Ich meine die fertigen Vorfächer ,mit den selbst eingedrehten kann das schon mal vorkommen,da gebe ich dir Recht.Ich denke das passiert weil die nicht rotieren können.


----------



## pennfanatic (29. Januar 2017)

*AW: Drahtabstandshalter?*



Weißtanne schrieb:


> Ich meine die fertigen Vorfächer ,mit den selbst eingedrehten kann das schon mal vorkommen,da gebe ich dir Recht.Ich denke das passiert weil die nicht rotieren können.



Genau das wird der Grund sein. Hatte die mal gekauft und nur einmal benutzt.
War das ein getüdel.
Die fertigen vorfacher hatte ich noch nicht, glaube ich...


----------



## buttweisser (30. Januar 2017)

*AW: Drahtabstandshalter?*

Von erfahrenen Brandungsanglern werden die Drahtarme in der Regel nicht verwendet.

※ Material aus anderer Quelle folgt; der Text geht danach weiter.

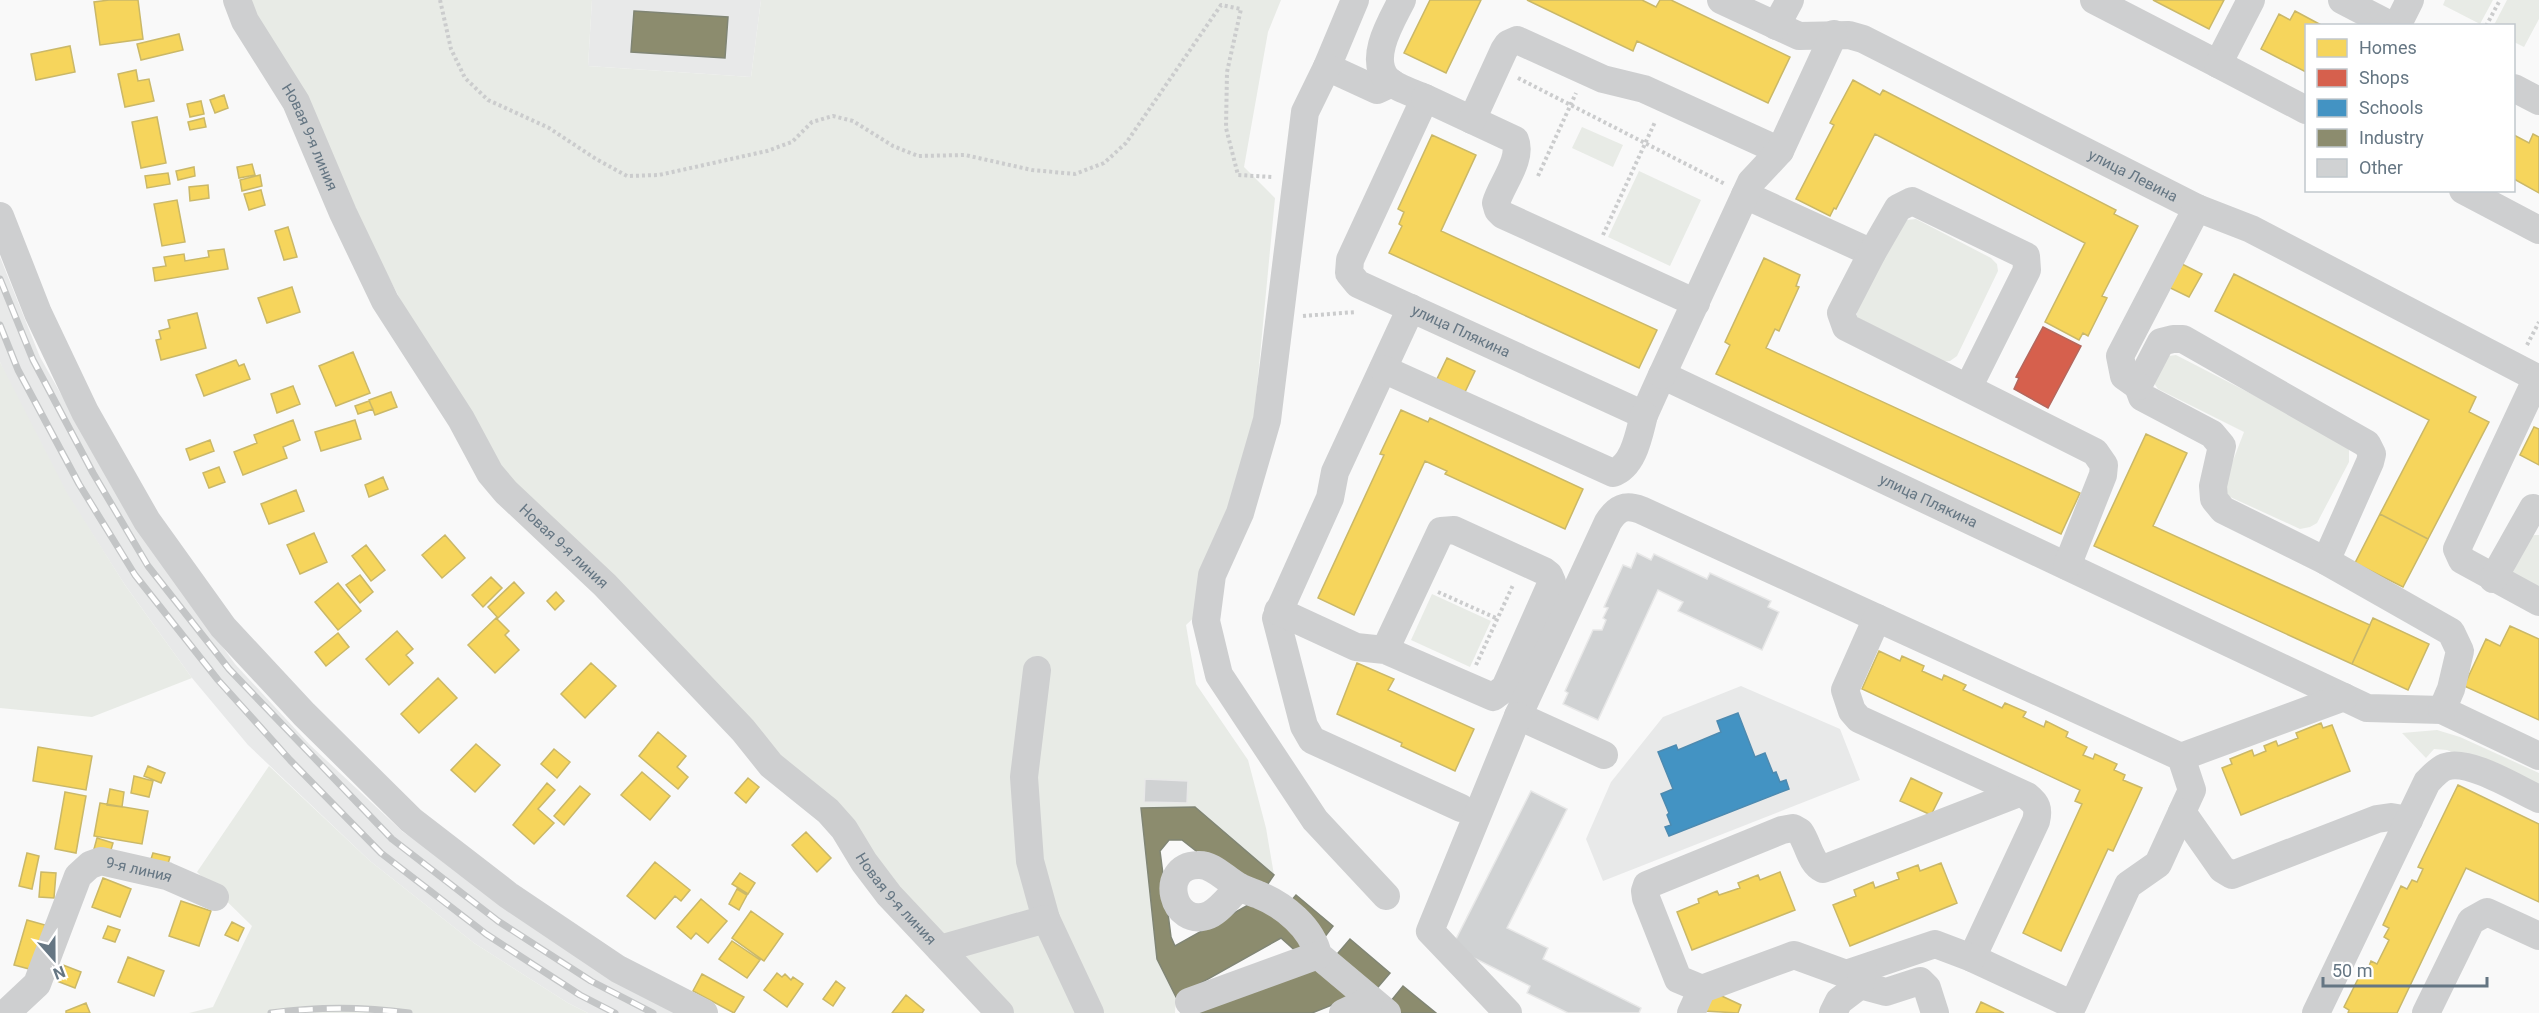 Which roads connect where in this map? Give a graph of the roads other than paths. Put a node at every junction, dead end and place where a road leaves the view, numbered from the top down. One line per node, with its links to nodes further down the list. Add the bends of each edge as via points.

Doch wenn ordentlich Brandung ist und die Fische relativ nah am Ufer stehen kannst Du die Teile schon nehmen. Es wäre quatsch die Dinger zu kaufen und dann zu entsorgen. 

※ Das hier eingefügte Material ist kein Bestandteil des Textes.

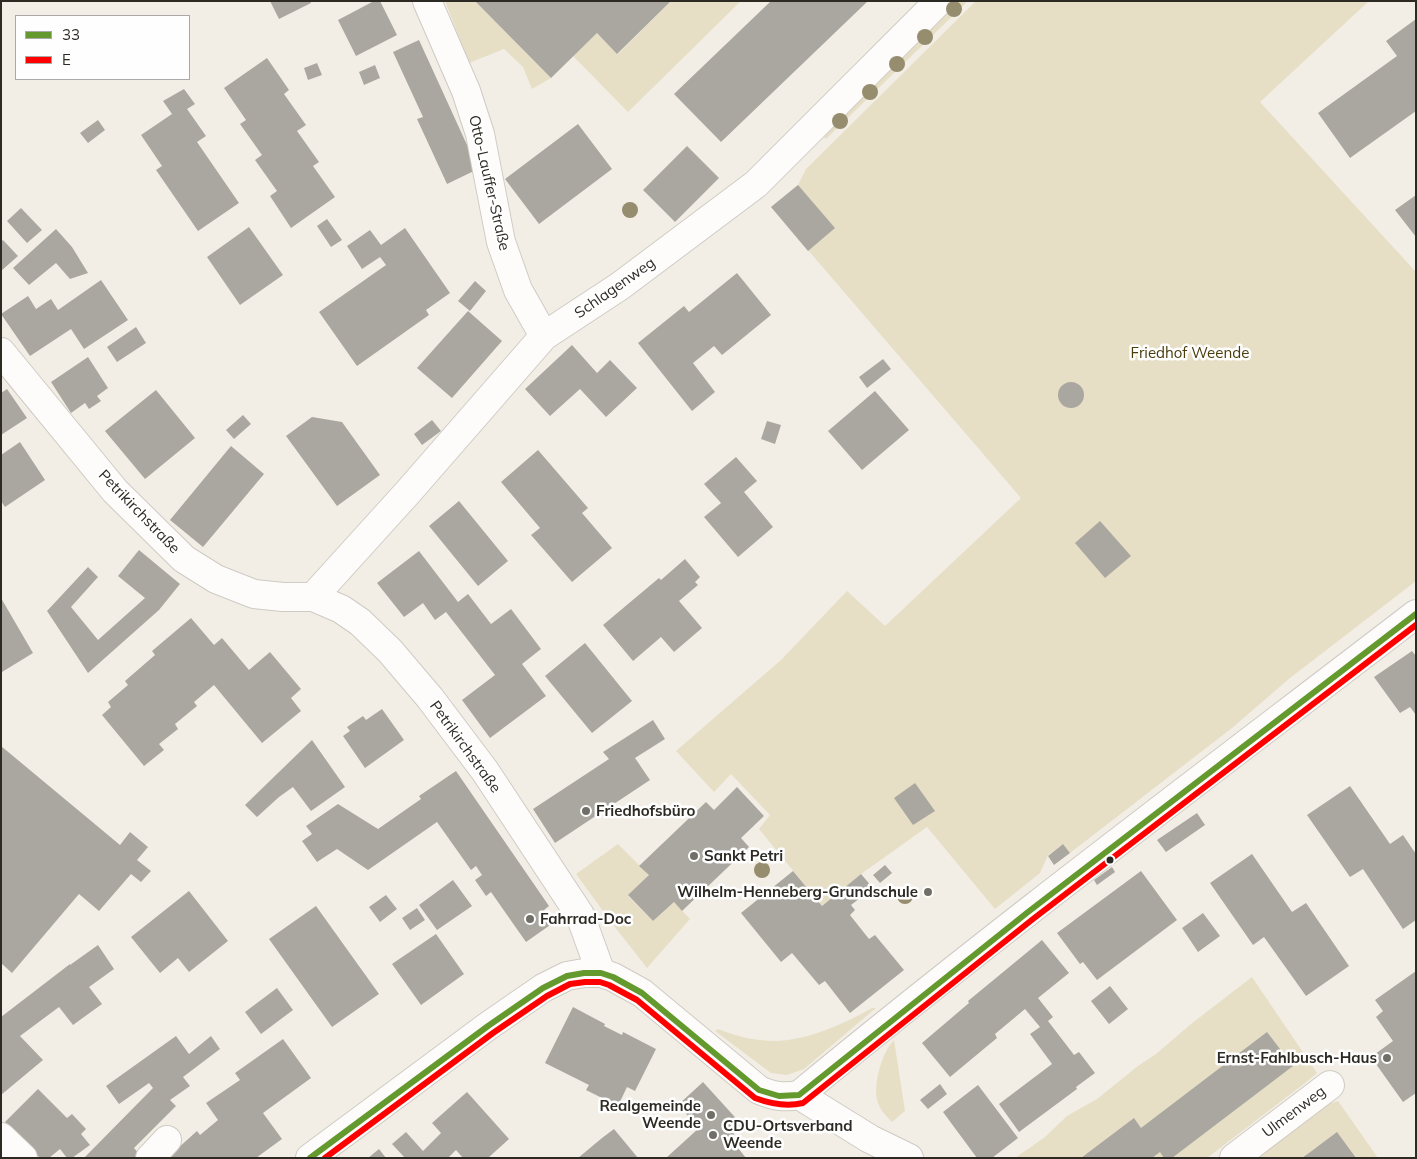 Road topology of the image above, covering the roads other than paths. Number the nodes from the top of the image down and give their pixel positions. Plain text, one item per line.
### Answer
1 (427, 1) edge
2 (939, 1) edge
3 (544, 336) junction
4 (1, 352) edge
5 (313, 597) junction
6 (1416, 614) edge
7 (601, 974) junction
8 (1330, 1085) dead end
9 (799, 1095) junction
10 (1, 1136) edge
11 (23, 1158) edge
12 (310, 1158) edge
13 (909, 1158) edge
14 (1234, 1158) edge

1 - 3 street, Otto-Lauffer-Straße
2 - 3 street, Schlagenweg
3 - 5 street, Schlagenweg
4 - 5 street, Petrikirchstraße
5 - 7 street, Petrikirchstraße
6 - 9 street
7 - 9 street
7 - 12 street
8 - 14 street, Ulmenweg
9 - 13 street
10 - 11 street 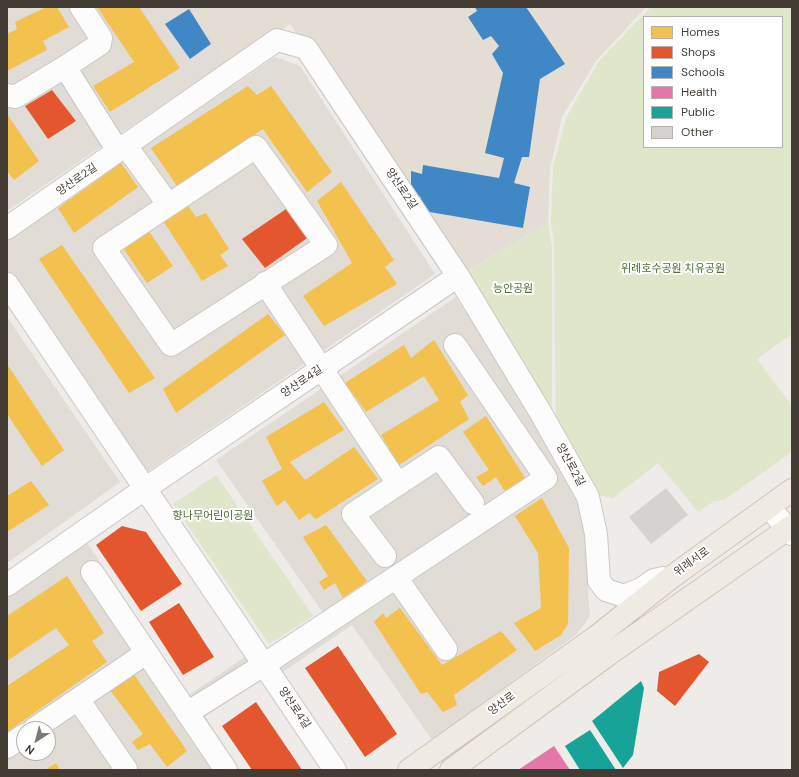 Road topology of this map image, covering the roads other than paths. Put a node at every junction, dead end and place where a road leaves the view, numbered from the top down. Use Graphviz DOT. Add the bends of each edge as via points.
graph roads {
  1 [pos="81,7"];
  2 [pos="66,67"];
  3 [pos="7,95"];
  4 [pos="122,148"];
  5 [pos="168,204"];
  6 [pos="7,228"];
  7 [pos="458,276"];
  8 [pos="265,283"];
  9 [pos="7,284"];
  10 [pos="455,345"];
  11 [pos="323,368"];
  12 [pos="398,484"];
  13 [pos="146,488"];
  14 [pos="792,490"];
  15 [pos="473,504"];
  16 [pos="769,507"];
  17 [pos="791,530"];
  18 [pos="385,556"];
  19 [pos="92,572"];
  20 [pos="672,576"];
  21 [pos="396,577"];
  22 [pos="7,584"];
  23 [pos="596,637"];
  24 [pos="446,649"];
  25 [pos="146,653"];
  26 [pos="264,664"];
  27 [pos="78,699"];
  28 [pos="187,713"];
  29 [pos="46,721"];
  30 [pos="16,741"];
  31 [pos="7,747"];
  32 [pos="126,769"];
  33 [pos="226,770"];
  34 [pos="335,770"];
  35 [pos="409,770"];
  36 [pos="451,770"];
  1 -- 2 [label="street" via="101,38 100,44"];
  2 -- 3 [label="street" via="15,97"];
  2 -- 4 [label="street"];
  4 -- 5 [label="street"];
  4 -- 6 [label="street, 양산로2길"];
  4 -- 7 [label="street, 양산로2길" via="277,40 306,48"];
  5 -- 8 [label="street" via="256,147 326,245"];
  5 -- 8 [label="street" via="104,248 171,345"];
  7 -- 11 [label="street, 양산로4길"];
  7 -- 20 [label="street, 양산로2길" via="588,497 596,534 599,581 606,590 624,596 654,580"];
  8 -- 11 [label="street"];
  9 -- 13 [label="street, 양산로4길"];
  10 -- 21 [label="street" via="546,478"];
  11 -- 12 [label="street"];
  11 -- 13 [label="street, 양산로4길"];
  12 -- 15 [label="street" via="439,457"];
  12 -- 18 [label="street" via="353,514"];
  13 -- 22 [label="street, 양산로4길"];
  13 -- 26 [label="street, 양산로4길"];
  14 -- 16 [label="main road, 위례서로"];
  16 -- 17 [label="street"];
  16 -- 20 [label="main road, 위례서로"];
  17 -- 36 [label="main road, 양산로" via="609,654"];
  19 -- 25 [label="street"];
  20 -- 23 [label="main road, 위례서로"];
  21 -- 24 [label="street"];
  21 -- 26 [label="street"];
  23 -- 35 [label="main road, 양산로"];
  25 -- 27 [label="street"];
  25 -- 28 [label="street"];
  26 -- 28 [label="street"];
  26 -- 34 [label="street, 양산로4길"];
  27 -- 29 [label="street"];
  27 -- 32 [label="street"];
  28 -- 33 [label="street"];
  30 -- 31 [label="street"];
}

Bei ruhigem Wetter ist ein Einhaken Nachläufer-Vorfach für den Anfang die bessere Wahl.


----------



## Bellyboatangler (2. Februar 2017)

*AW: Drahtabstandshalter?*

Google mal flattie rig.  Brauchst keine Drahtarme.  Nur Tourists kaufen diese.
Kauf dir paar Kirby hooks.sind Butthaken in Grossen von 8 bis 6/0

Fuer Plattfische brauchst nur Groesse 2 bis 2/0.

Kirby hooks findest bei eBay.co.uk

Sind Butthaken mit ne Drehung.Fische haken sich selber.

Kannst Perlen verwenden.ich benutze diese nur fuer Schollen.  Farben rot,Orange,gelb,gruen und schwarz. 

Gruen,schwarz oder gelb,rot oder gelb orange in 8mm sind sehr beliebt bei den Schollen.Ansonsten Auftriebperlen wenn Krebse aktiv sind.
Gelb oder orange.

Köder Seeringelwurm, Tintenfisch nicht gewaschen. 

Viel Glueck. Mach deine Vorfaecher selber


----------